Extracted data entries

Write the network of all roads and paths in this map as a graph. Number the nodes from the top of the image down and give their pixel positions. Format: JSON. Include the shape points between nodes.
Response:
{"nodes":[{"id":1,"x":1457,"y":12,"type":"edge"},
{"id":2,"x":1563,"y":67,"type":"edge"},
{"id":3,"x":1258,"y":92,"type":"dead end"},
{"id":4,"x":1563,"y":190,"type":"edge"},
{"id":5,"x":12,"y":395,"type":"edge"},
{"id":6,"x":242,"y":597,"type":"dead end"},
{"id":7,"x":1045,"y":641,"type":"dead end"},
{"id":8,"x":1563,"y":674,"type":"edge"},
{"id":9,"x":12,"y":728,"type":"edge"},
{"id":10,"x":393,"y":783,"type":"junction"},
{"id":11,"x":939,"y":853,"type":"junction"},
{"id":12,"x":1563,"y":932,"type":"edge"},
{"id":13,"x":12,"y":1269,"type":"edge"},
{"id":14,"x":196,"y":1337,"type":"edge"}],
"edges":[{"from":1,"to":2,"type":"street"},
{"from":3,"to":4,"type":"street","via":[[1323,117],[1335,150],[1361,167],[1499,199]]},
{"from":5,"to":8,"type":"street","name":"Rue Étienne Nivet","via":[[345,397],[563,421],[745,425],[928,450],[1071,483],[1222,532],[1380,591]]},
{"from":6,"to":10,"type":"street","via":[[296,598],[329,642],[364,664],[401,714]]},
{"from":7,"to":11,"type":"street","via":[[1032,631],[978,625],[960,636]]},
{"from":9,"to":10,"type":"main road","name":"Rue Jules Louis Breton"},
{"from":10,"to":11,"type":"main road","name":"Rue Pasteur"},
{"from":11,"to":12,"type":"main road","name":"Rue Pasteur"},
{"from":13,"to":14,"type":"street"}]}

...

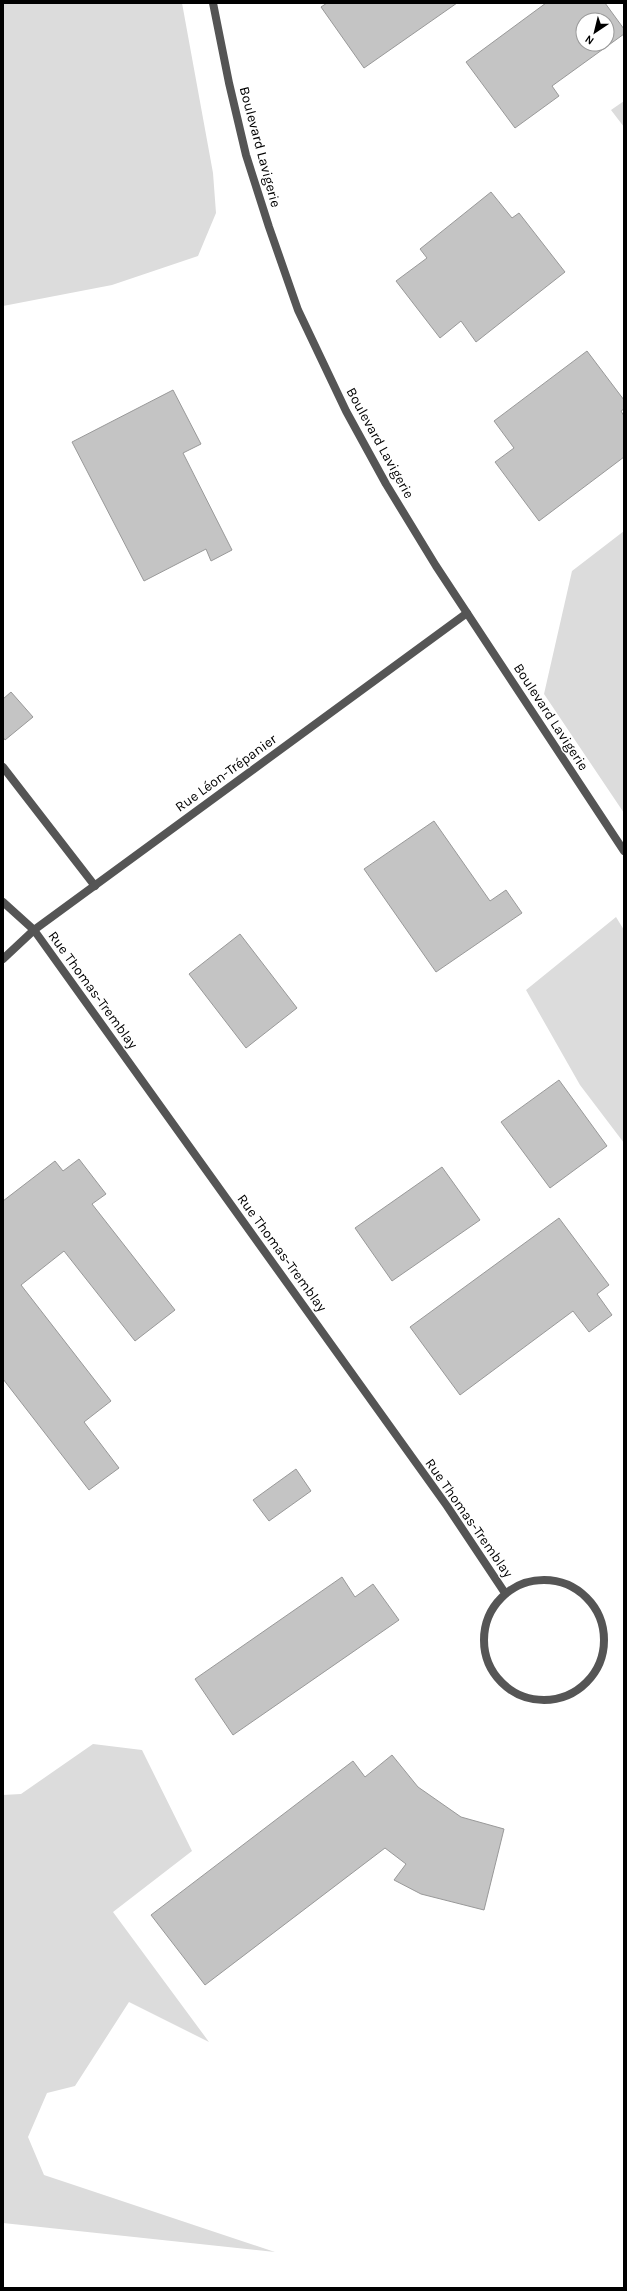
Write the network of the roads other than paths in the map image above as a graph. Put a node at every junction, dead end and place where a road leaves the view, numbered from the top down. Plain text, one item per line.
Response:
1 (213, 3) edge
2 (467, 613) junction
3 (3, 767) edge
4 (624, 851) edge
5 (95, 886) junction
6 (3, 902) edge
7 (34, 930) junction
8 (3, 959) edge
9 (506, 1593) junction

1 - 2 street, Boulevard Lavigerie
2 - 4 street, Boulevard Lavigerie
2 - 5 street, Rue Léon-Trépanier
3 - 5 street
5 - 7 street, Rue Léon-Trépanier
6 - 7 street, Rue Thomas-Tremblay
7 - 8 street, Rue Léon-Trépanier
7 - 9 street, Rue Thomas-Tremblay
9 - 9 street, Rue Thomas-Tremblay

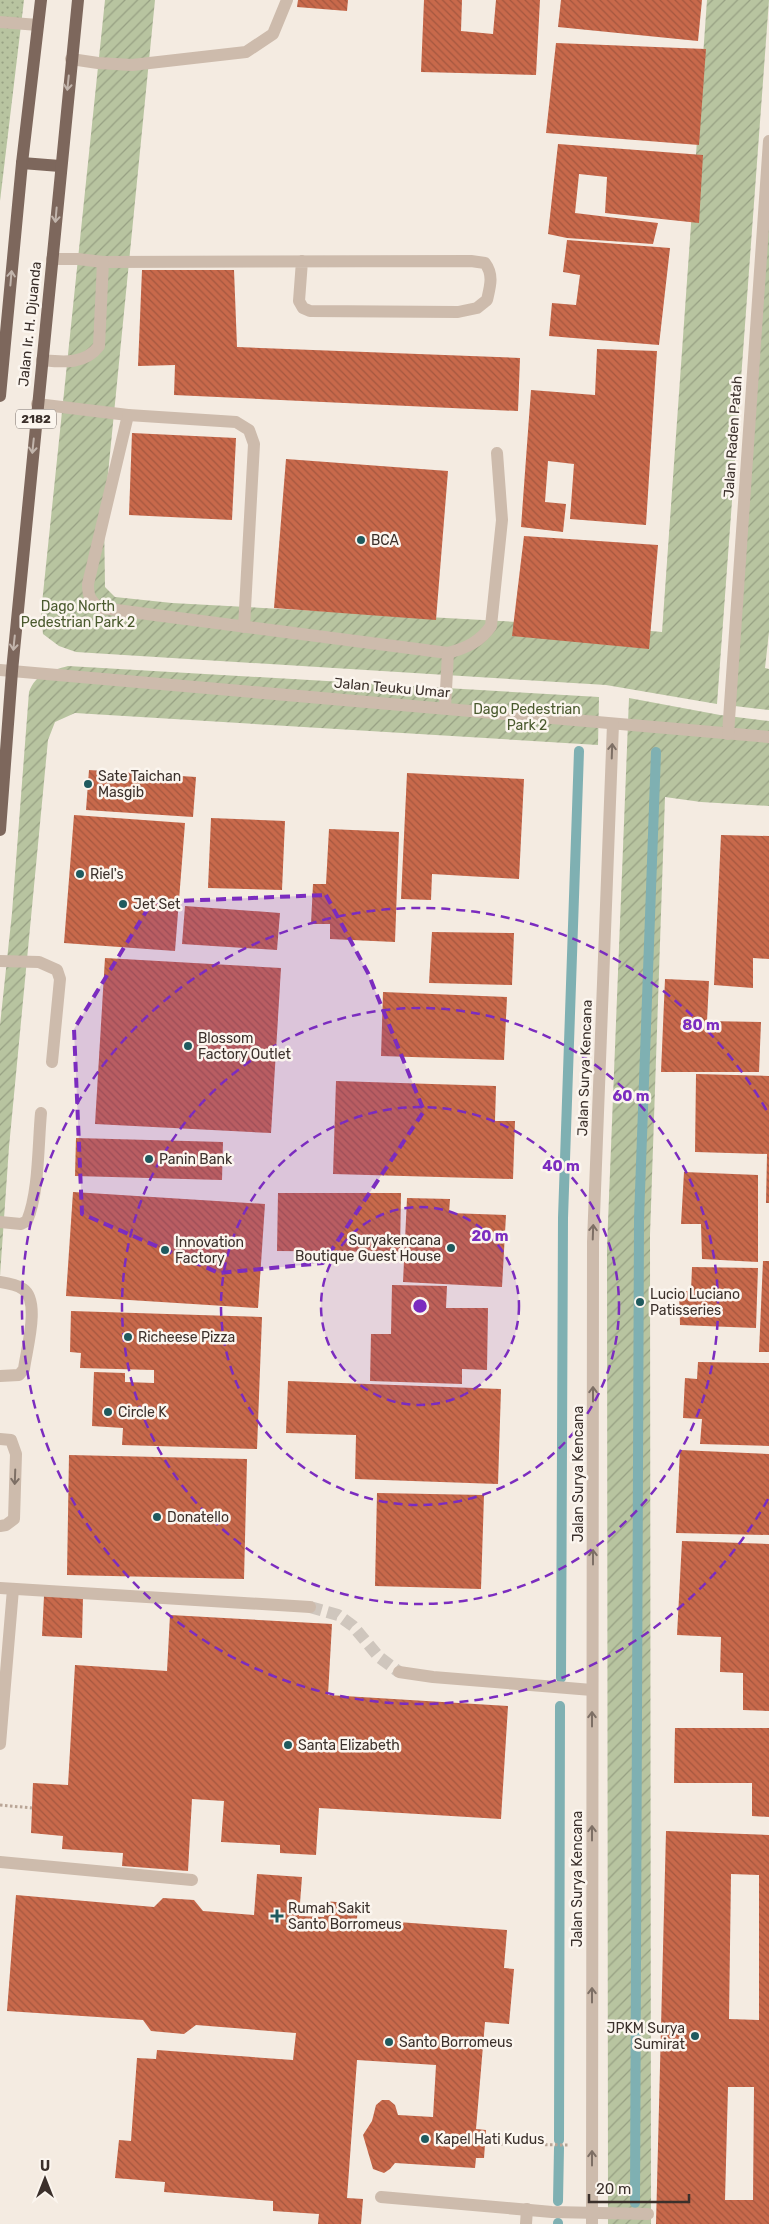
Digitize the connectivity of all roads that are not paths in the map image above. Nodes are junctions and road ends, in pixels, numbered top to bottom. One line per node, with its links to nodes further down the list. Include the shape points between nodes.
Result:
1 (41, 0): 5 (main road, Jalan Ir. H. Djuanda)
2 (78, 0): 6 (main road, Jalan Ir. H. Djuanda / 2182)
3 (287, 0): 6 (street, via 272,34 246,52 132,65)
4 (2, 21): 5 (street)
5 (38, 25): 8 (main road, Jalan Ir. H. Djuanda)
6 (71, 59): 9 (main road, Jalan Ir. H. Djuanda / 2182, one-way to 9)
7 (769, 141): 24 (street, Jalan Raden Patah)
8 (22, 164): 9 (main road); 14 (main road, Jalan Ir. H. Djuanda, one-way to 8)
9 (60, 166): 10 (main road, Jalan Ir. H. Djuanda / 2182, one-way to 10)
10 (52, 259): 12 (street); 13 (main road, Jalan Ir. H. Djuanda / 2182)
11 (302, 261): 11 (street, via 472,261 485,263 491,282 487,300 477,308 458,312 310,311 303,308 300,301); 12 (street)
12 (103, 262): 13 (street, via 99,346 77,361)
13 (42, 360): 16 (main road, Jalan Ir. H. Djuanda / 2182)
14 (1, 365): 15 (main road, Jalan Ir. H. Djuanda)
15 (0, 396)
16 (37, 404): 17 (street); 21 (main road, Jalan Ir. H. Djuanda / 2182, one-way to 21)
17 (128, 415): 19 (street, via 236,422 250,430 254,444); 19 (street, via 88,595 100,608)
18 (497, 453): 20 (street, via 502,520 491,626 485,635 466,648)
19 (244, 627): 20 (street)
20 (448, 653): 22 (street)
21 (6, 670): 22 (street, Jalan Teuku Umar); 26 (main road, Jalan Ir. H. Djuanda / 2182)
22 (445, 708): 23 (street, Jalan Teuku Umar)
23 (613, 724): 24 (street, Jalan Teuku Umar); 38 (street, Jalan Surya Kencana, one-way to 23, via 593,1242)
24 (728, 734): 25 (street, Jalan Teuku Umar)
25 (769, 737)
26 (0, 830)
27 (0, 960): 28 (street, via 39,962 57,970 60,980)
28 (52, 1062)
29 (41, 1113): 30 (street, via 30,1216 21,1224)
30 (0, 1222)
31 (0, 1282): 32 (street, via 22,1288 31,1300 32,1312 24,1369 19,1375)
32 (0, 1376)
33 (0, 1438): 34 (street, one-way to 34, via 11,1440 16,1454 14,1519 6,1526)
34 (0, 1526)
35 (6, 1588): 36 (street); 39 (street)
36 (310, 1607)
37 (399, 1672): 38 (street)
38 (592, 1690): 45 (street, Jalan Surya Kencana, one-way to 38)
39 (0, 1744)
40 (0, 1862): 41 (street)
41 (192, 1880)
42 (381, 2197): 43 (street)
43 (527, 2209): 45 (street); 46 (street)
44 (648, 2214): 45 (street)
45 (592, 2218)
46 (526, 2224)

• **WHAT IS BEING ASKED**
Look through the data above and return each line where the string "Tremblay" occurs.

• **WRITTEN SOLUTION**
6 - 7 street, Rue Thomas-Tremblay
7 - 9 street, Rue Thomas-Tremblay
9 - 9 street, Rue Thomas-Tremblay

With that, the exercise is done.